What transpires in hydrocarbon processing facilities, however, is a function of numerous variables, most of which pertain to human error. As a result, spare parts predictions determined from mathematical models are often inaccurate. Instead, reasonable specifics are a function of several factors including equipment type, geographic location and skill levels of workforce members. For decades, the industry has understood that relevant answers require auditing or reviewing a particular local situation.

The following statistics for oil and petrochemical plants are helpful for understanding the importance of proper training and tools needed for predictive maintenance:

  • 25 percent of all failures are preventable but not prevented.
  • 15 percent of all failures are predictable but not predicted.
  • 20 percent of all failures are predicted but not acted upon to undertake repair.
  • 25 percent of all failures are predicted, with machines stopped to do repairs.
  • 15 percent of all failures are neither preventable nor predictable.

While these statistics were generated 35 years ago and certain advancements have been made since the early 1990s, some of today's probable statistics are still close to the ones published three decades ago.

Some definitions or updated numbers, however, may be helpful.

  • 25 percent of all failures are preventable but not prevented because of arbitrary decisions that are simply not rooted in knowledge and experience. For example, "use the cheap oil" may overlook the fact that the cheap oil lacks demulsifiers or anti-foaming agents.
  • 15 percent of all failures are predictable but not predicted. For example, the random appearance of "black oil" is attributable to O-ring degradation of a certain style of bearing protector seal. The bearings will soon fail, but nobody has read the books and articles that describe the occurrence. (The occurrence should be linked to a certain risky design feature on a widely used product.)
  • 20 percent of all failures are predicted, but operation is not stopped to undertake repair.
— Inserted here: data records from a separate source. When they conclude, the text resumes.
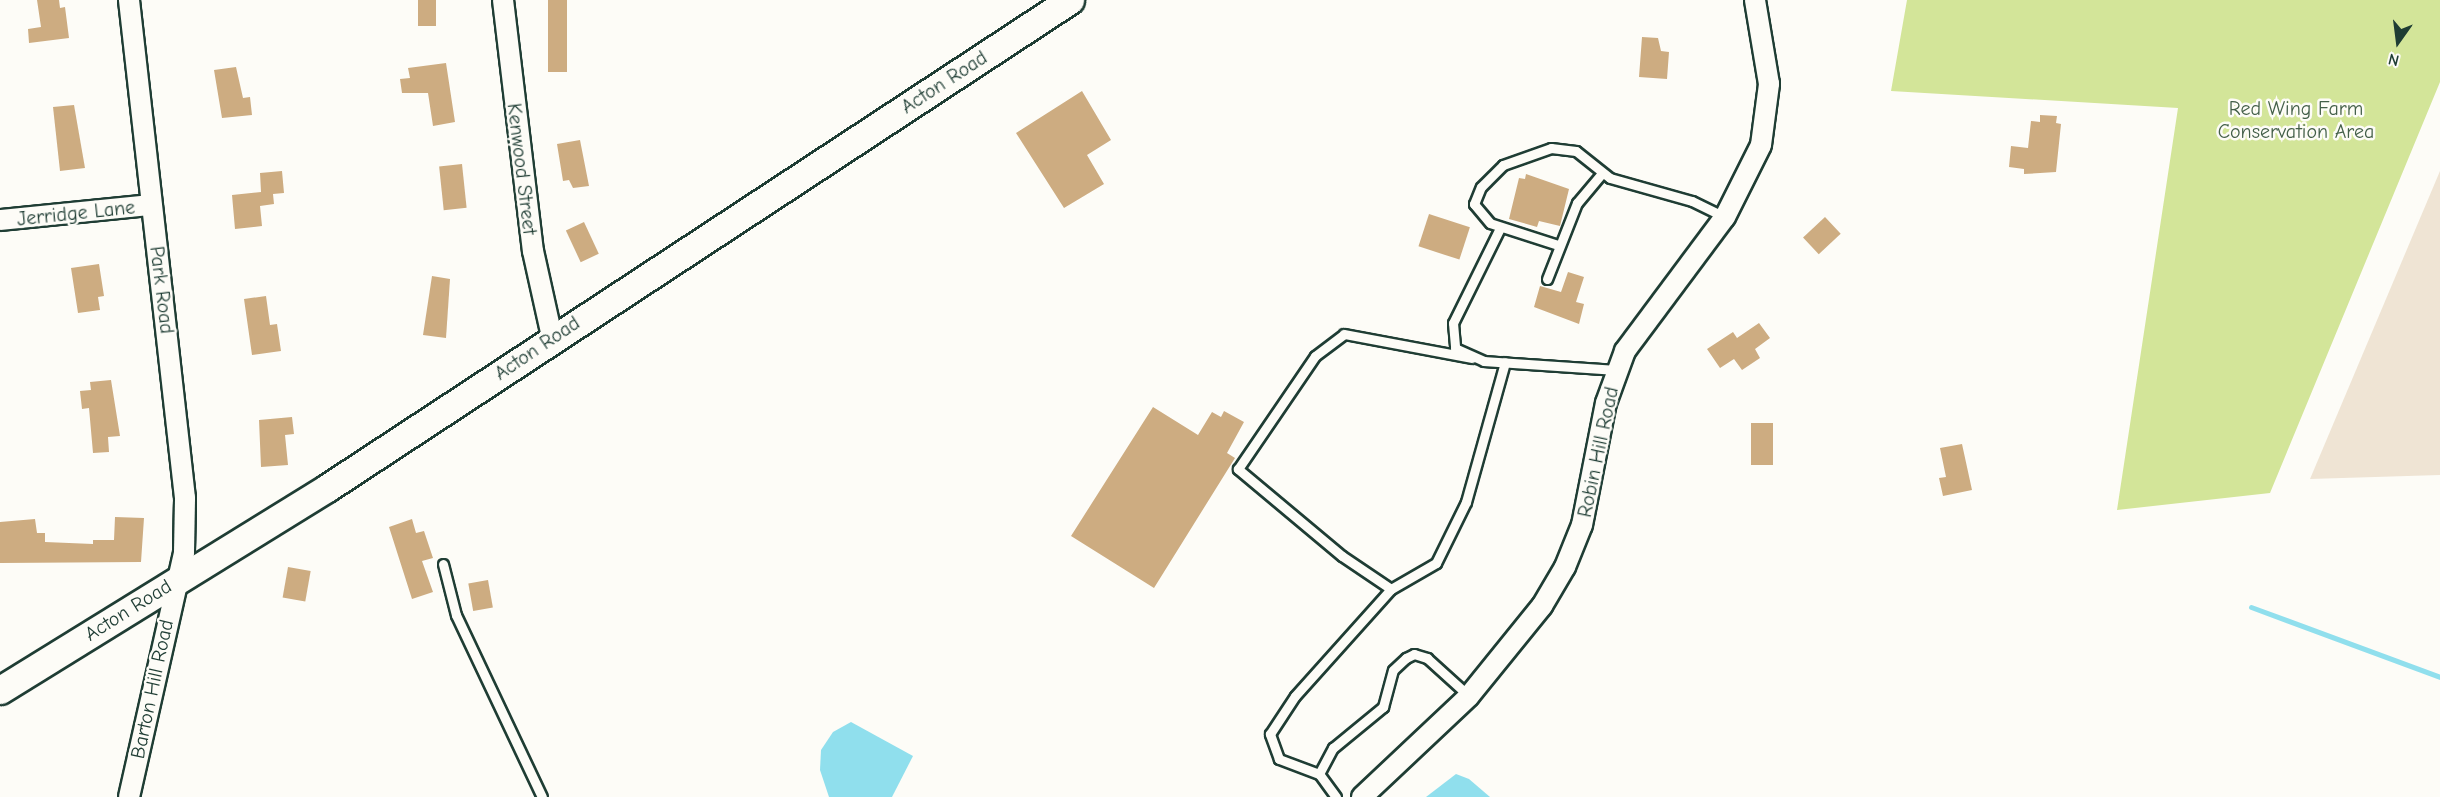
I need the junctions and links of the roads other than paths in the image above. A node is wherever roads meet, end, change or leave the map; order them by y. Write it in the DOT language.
graph roads {
  1 [pos="129,0"];
  2 [pos="503,0"];
  3 [pos="1070,0"];
  4 [pos="1755,0"];
  5 [pos="1602,173"];
  6 [pos="151,205"];
  7 [pos="1725,217"];
  8 [pos="0,220"];
  9 [pos="1500,228"];
  10 [pos="1558,245"];
  11 [pos="1547,279"];
  12 [pos="552,337"];
  13 [pos="1472,358"];
  14 [pos="1505,362"];
  15 [pos="1616,370"];
  16 [pos="443,564"];
  17 [pos="177,580"];
  18 [pos="1391,590"];
  19 [pos="0,690"];
  20 [pos="1469,696"];
  21 [pos="1319,774"];
  22 [pos="129,797"];
  23 [pos="542,797"];
  24 [pos="1336,797"];
  25 [pos="1362,797"];
  1 -- 6 [label="street, Park Road"];
  2 -- 12 [label="street, Kenwood Street"];
  3 -- 12 [label="main road, Acton Road"];
  4 -- 7 [label="street, Robin Hill Road"];
  5 -- 7 [label="lane"];
  5 -- 9 [label="lane"];
  5 -- 10 [label="lane"];
  6 -- 8 [label="street, Jerridge Lane"];
  6 -- 17 [label="street, Park Road"];
  7 -- 15 [label="street, Robin Hill Road"];
  9 -- 10 [label="lane"];
  9 -- 13 [label="lane"];
  10 -- 11 [label="lane"];
  12 -- 17 [label="main road, Acton Road"];
  13 -- 14 [label="lane"];
  13 -- 18 [label="lane"];
  14 -- 15 [label="lane"];
  14 -- 18 [label="lane"];
  15 -- 20 [label="street, Robin Hill Road"];
  16 -- 23 [label="lane"];
  17 -- 19 [label="main road, Acton Road"];
  17 -- 22 [label="street, Barton Hill Road"];
  18 -- 21 [label="lane"];
  20 -- 21 [label="lane"];
  20 -- 25 [label="street, Robin Hill Road"];
  21 -- 24 [label="lane"];
}
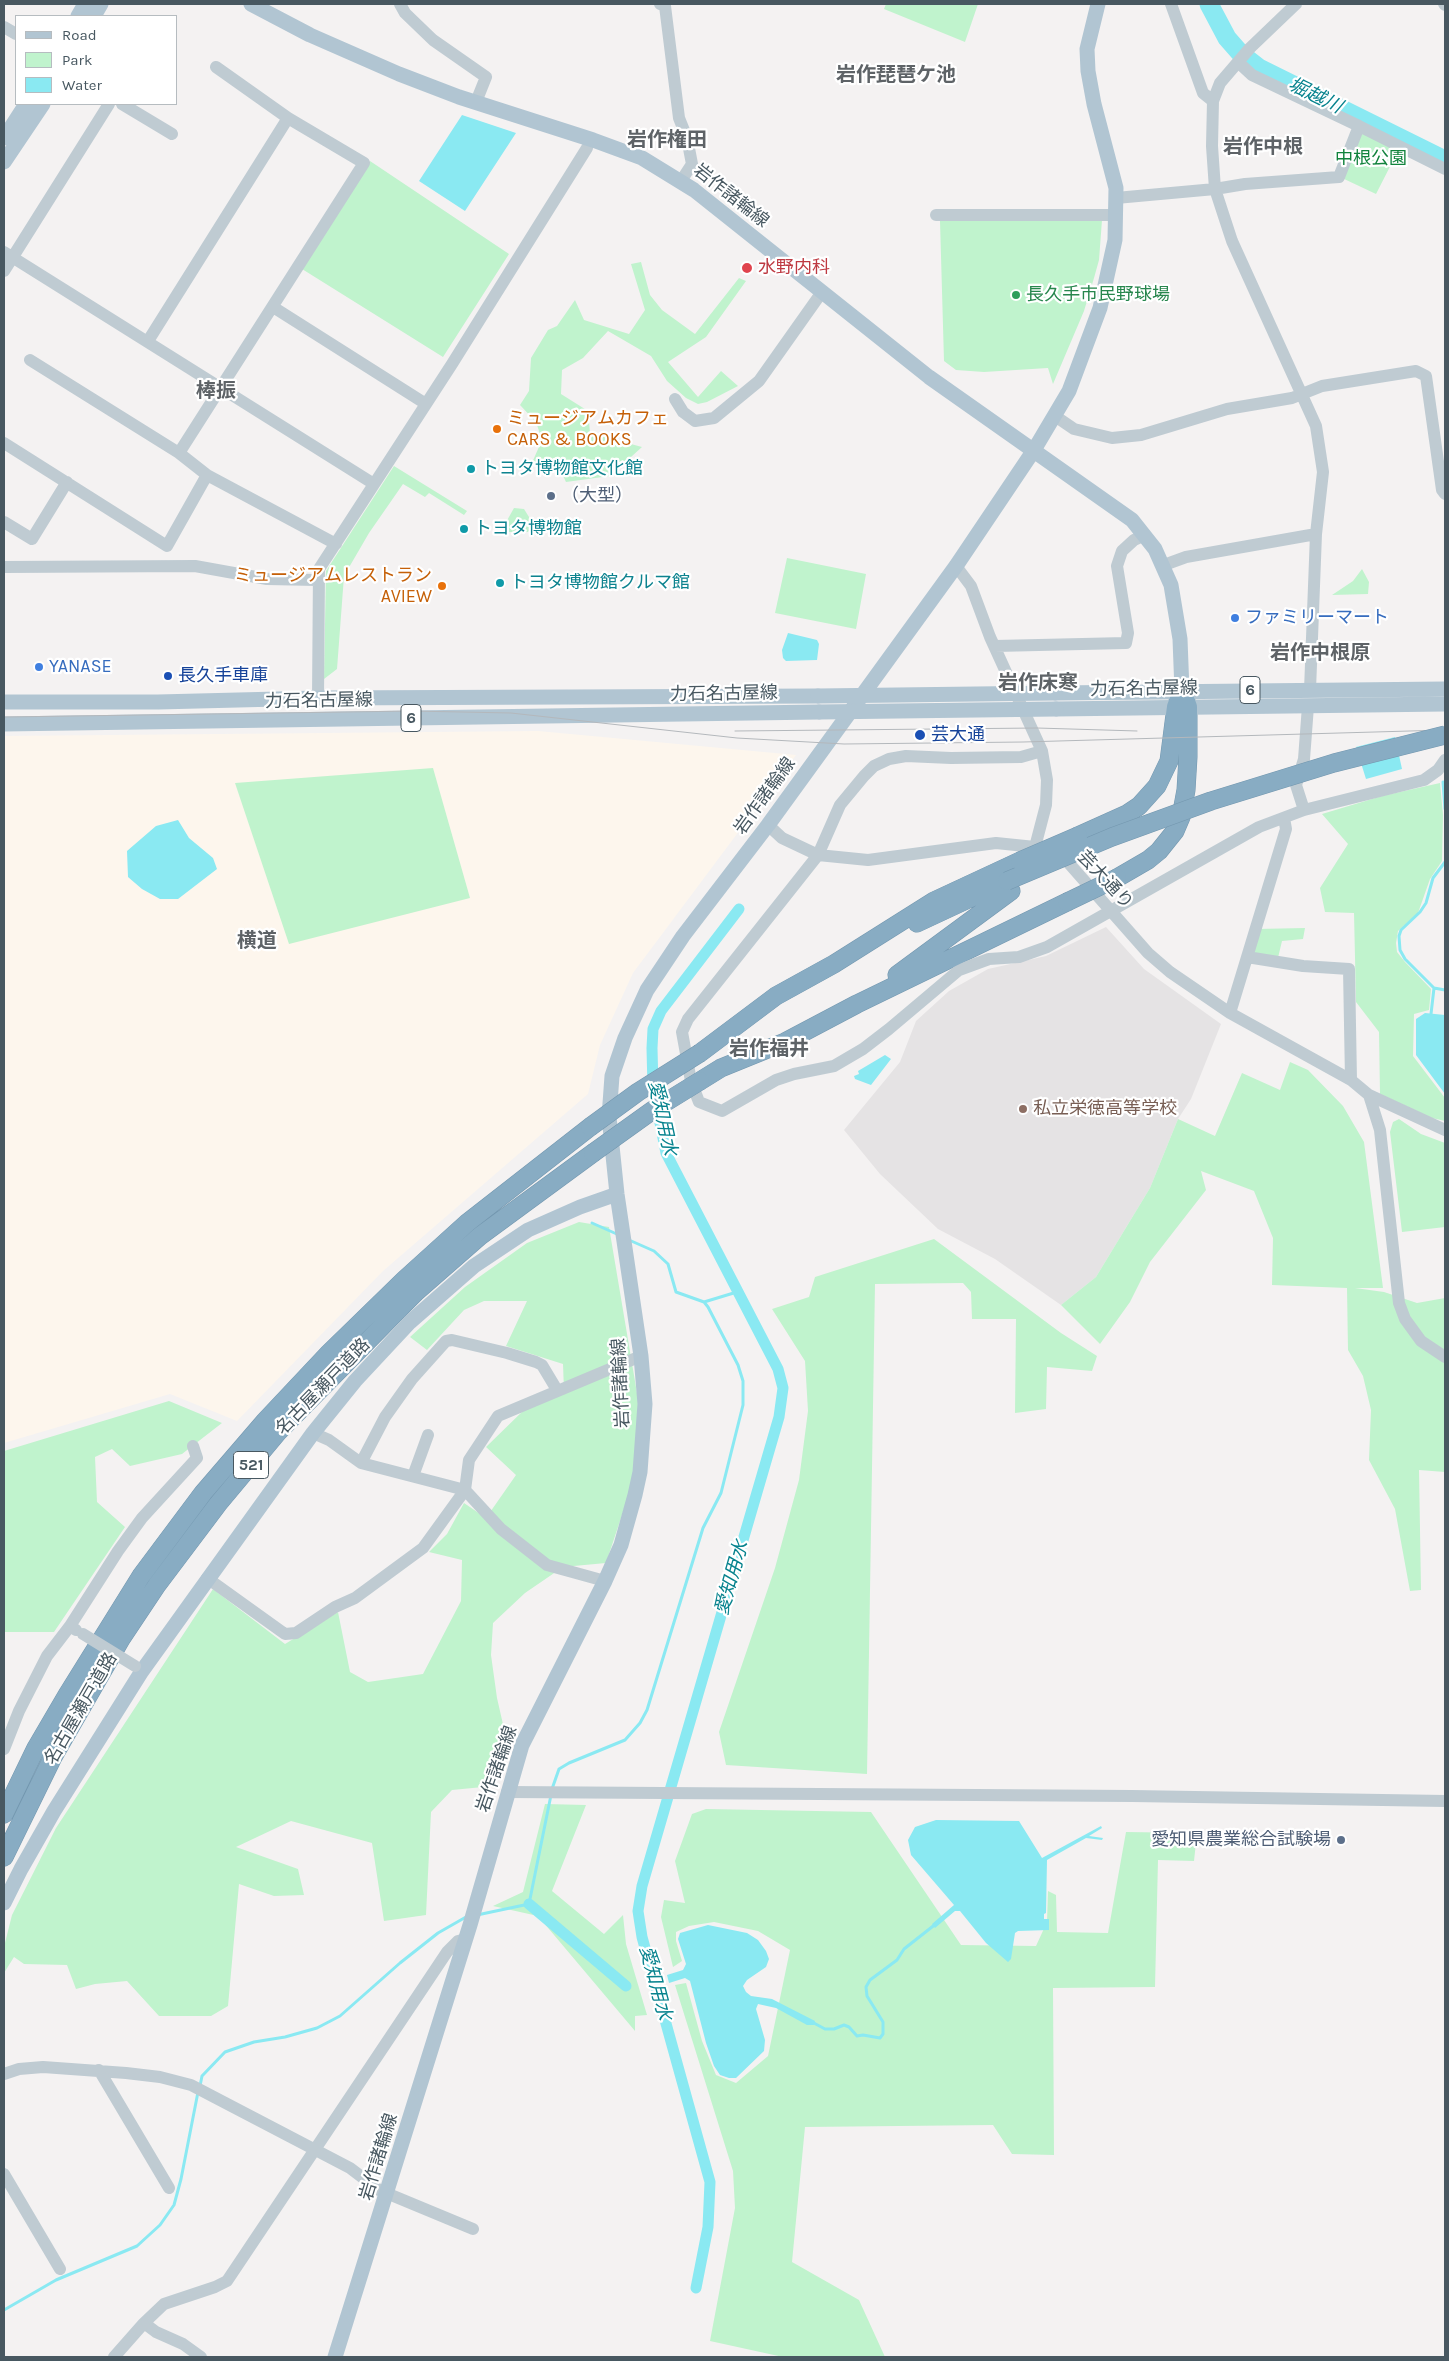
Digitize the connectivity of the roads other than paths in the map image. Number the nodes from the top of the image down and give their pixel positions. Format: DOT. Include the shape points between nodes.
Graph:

Chances are that someone in authority overruled an expert who asked for a shutdown when vibration increased beyond a safe level.
  • 25 percent of all failures are predicted, and equipment is shut down for repair. While this is good, the organization's energy is funneled into restorative maintenance efforts instead of proactive upgrade efforts that would prevent failures in the first place. Prevention is better than spending money for restoration.
  • Only an estimated 1 percent of all failures are neither preventable nor predictable. As of 2010, this number was updated. Humans make the decision to build cities in earthquake zones—either with suitable building codes or by disregarding them. Strong levies can be built or not built, maintained or not. Still, some machines might fail because a neighboring pressure vessel exploded or a fire in another unit spreads. These may indeed fit the estimated "neither preventable nor predictable" 1 percent category. The remaining estimated 14 percent belong in the other categories.

Regarding spare parts, be informed about the supply capabilities of original equipment manufacturers (OEMs) and be familiar with the competence and response times offered by leading non-OEM vendors. The best of these non-OEMs both repair and systematically upgrade machines during a maintenance or downtime event (see Image 1).
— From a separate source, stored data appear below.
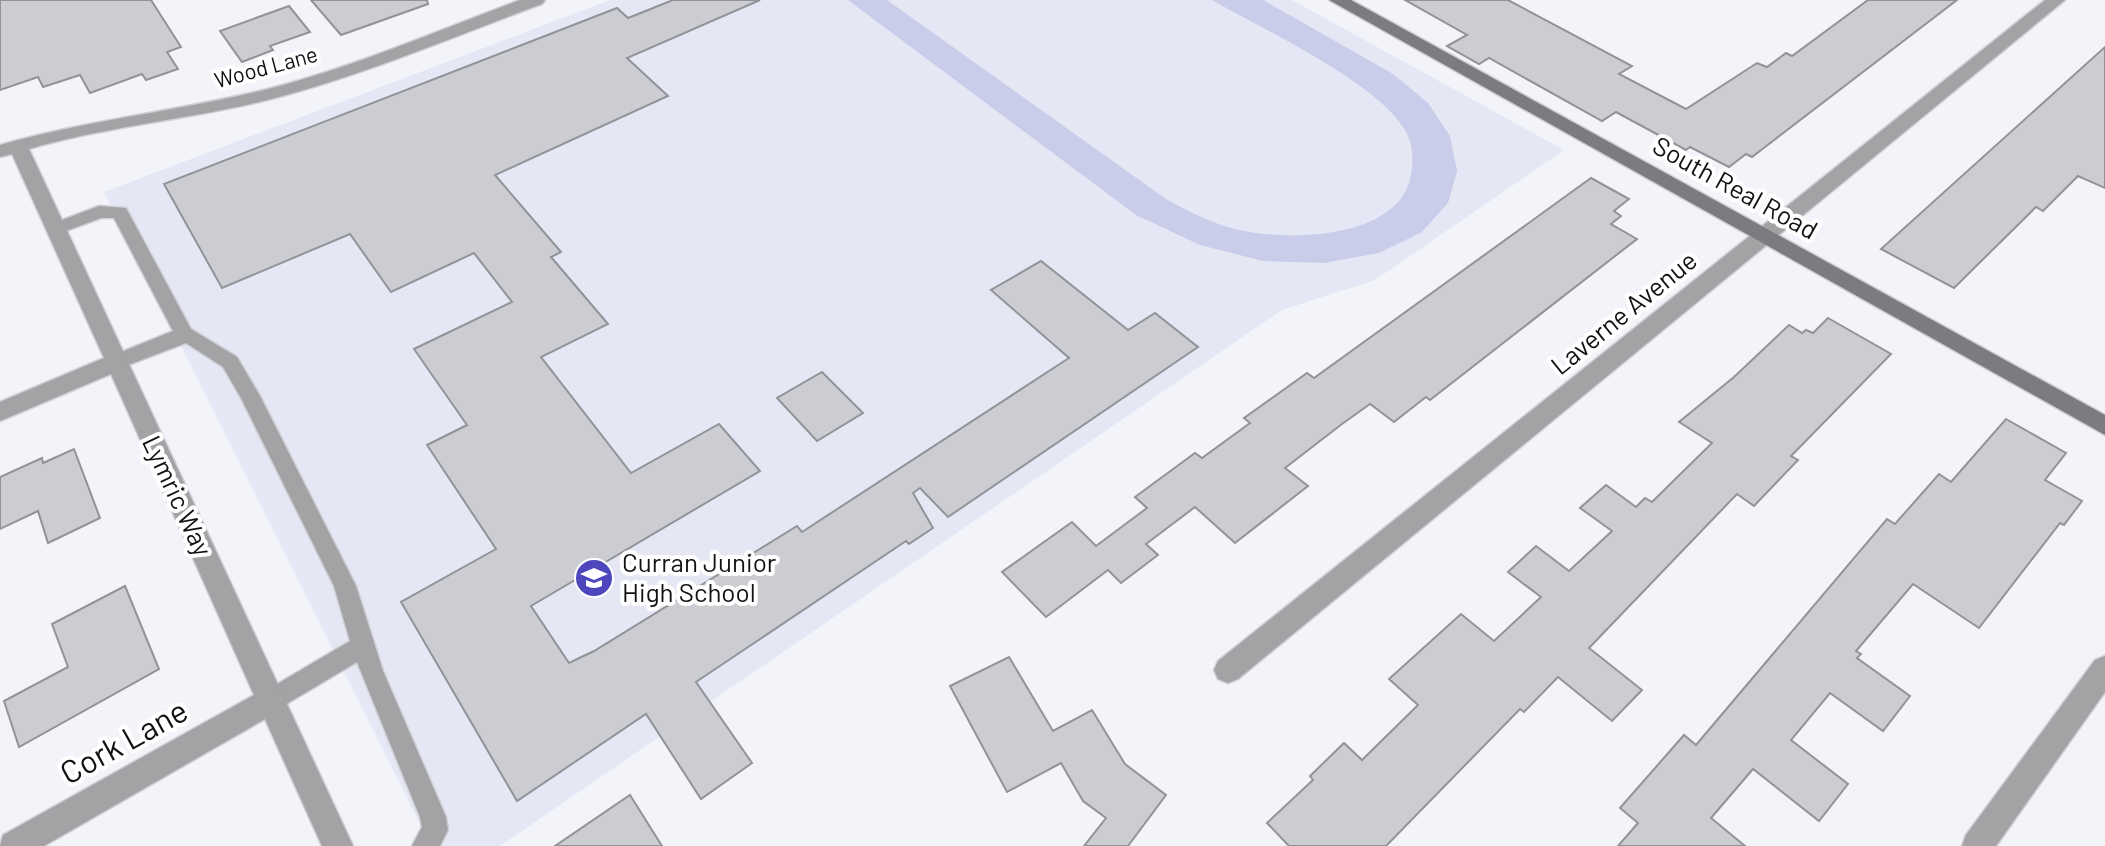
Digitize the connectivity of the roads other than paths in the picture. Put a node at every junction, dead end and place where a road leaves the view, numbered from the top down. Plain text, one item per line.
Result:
1 (536, 0) edge
2 (1338, 0) edge
3 (2056, 0) edge
4 (9, 148) edge
5 (55, 229) junction
6 (1764, 236) junction
7 (185, 336) junction
8 (116, 362) junction
9 (0, 412) edge
10 (2105, 426) edge
11 (364, 645) junction
12 (2105, 669) edge
13 (1228, 670) dead end
14 (270, 701) junction
15 (430, 838) edge
16 (14, 846) edge
17 (338, 846) edge
18 (1977, 846) edge

1 - 4 street, Wood Lane
2 - 6 street, South Real Road
3 - 6 street, Laverne Avenue
4 - 5 street, Lymric Way
5 - 7 lane
5 - 8 street, Lymric Way
6 - 10 street, South Real Road
6 - 13 street, Laverne Avenue
7 - 8 lane
7 - 11 lane
8 - 9 street
8 - 14 street, Lymric Way
11 - 14 lane
11 - 15 lane
12 - 18 street
14 - 16 street, Cork Lane
14 - 17 street, Lymric Way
Being on their mailing list for relevant bulletins and inviting them to explain their reverse-engineering and pump upgrading capabilities will prove even more helpful in cases where upgraded spare parts cannot be quickly obtained from the OEM.
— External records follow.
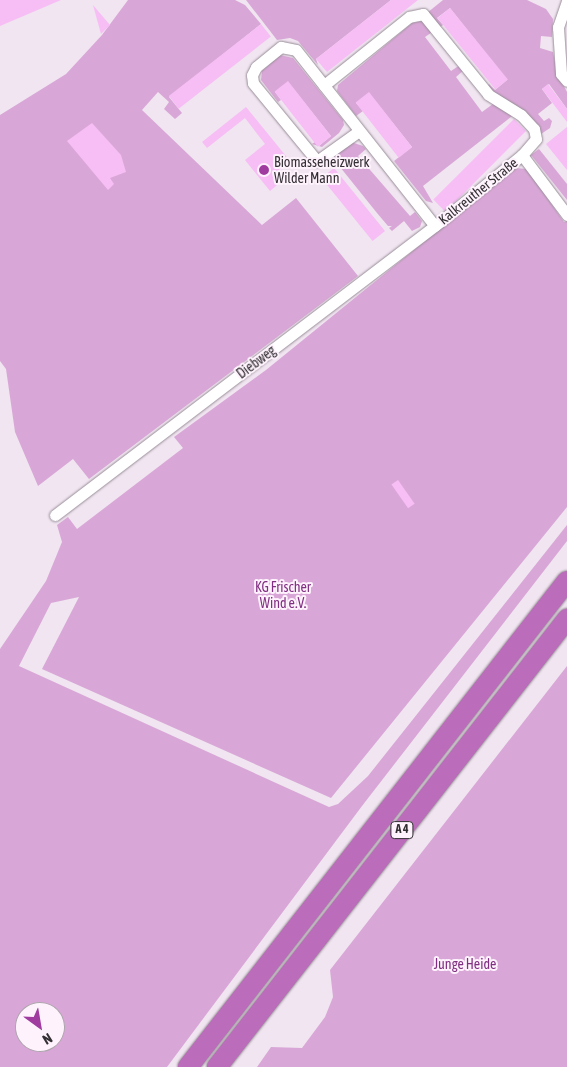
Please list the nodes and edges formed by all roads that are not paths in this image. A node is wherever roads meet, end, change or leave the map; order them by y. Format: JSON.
{"nodes":[{"id":1,"x":567,"y":1,"type":"edge"},
{"id":2,"x":567,"y":36,"type":"edge"},
{"id":3,"x":564,"y":78,"type":"edge"},
{"id":4,"x":324,"y":85,"type":"junction"},
{"id":5,"x":359,"y":131,"type":"junction"},
{"id":6,"x":522,"y":155,"type":"junction"},
{"id":7,"x":567,"y":215,"type":"edge"},
{"id":8,"x":435,"y":226,"type":"junction"},
{"id":9,"x":71,"y":487,"type":"dead end"},
{"id":10,"x":78,"y":497,"type":"junction"},
{"id":11,"x":55,"y":515,"type":"dead end"},
{"id":12,"x":567,"y":581,"type":"edge"},
{"id":13,"x":567,"y":619,"type":"edge"},
{"id":14,"x":188,"y":1067,"type":"edge"},
{"id":15,"x":217,"y":1067,"type":"edge"}],
"edges":[{"from":1,"to":3,"type":"street"},
{"from":2,"to":3,"type":"street"},
{"from":4,"to":5,"type":"street","name":"Kalkreuther Straße"},
{"from":4,"to":5,"type":"street","name":"Kalkreuther Straße"},
{"from":4,"to":6,"type":"street","name":"Kalkreuther Straße"},
{"from":5,"to":8,"type":"street","name":"Kalkreuther Straße"},
{"from":6,"to":7,"type":"street","name":"Kalkreuther Straße"},
{"from":6,"to":8,"type":"street","name":"Kalkreuther Straße"},
{"from":8,"to":10,"type":"street","name":"Diebweg"},
{"from":9,"to":10,"type":"street"},
{"from":10,"to":11,"type":"street","name":"Diebweg"},
{"from":12,"to":14,"type":"highway","number":"A 4"},
{"from":13,"to":15,"type":"highway","number":"A 4"}]}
Reliability professionals must understand that the definition of intelligent spare parts involves many parties. They must explain to managers what represents best practice and encourage the "vested interest folks" to read and to acquire knowledge. Expect strong push-back when trying to inculcate zero tolerance for deviations from best practice at every level in an organization. Attempting to substitute accountability for indifference may be a challenge, but it is a small price to pay for avoiding a great number of unexpected and potentially unpleasant outcomes.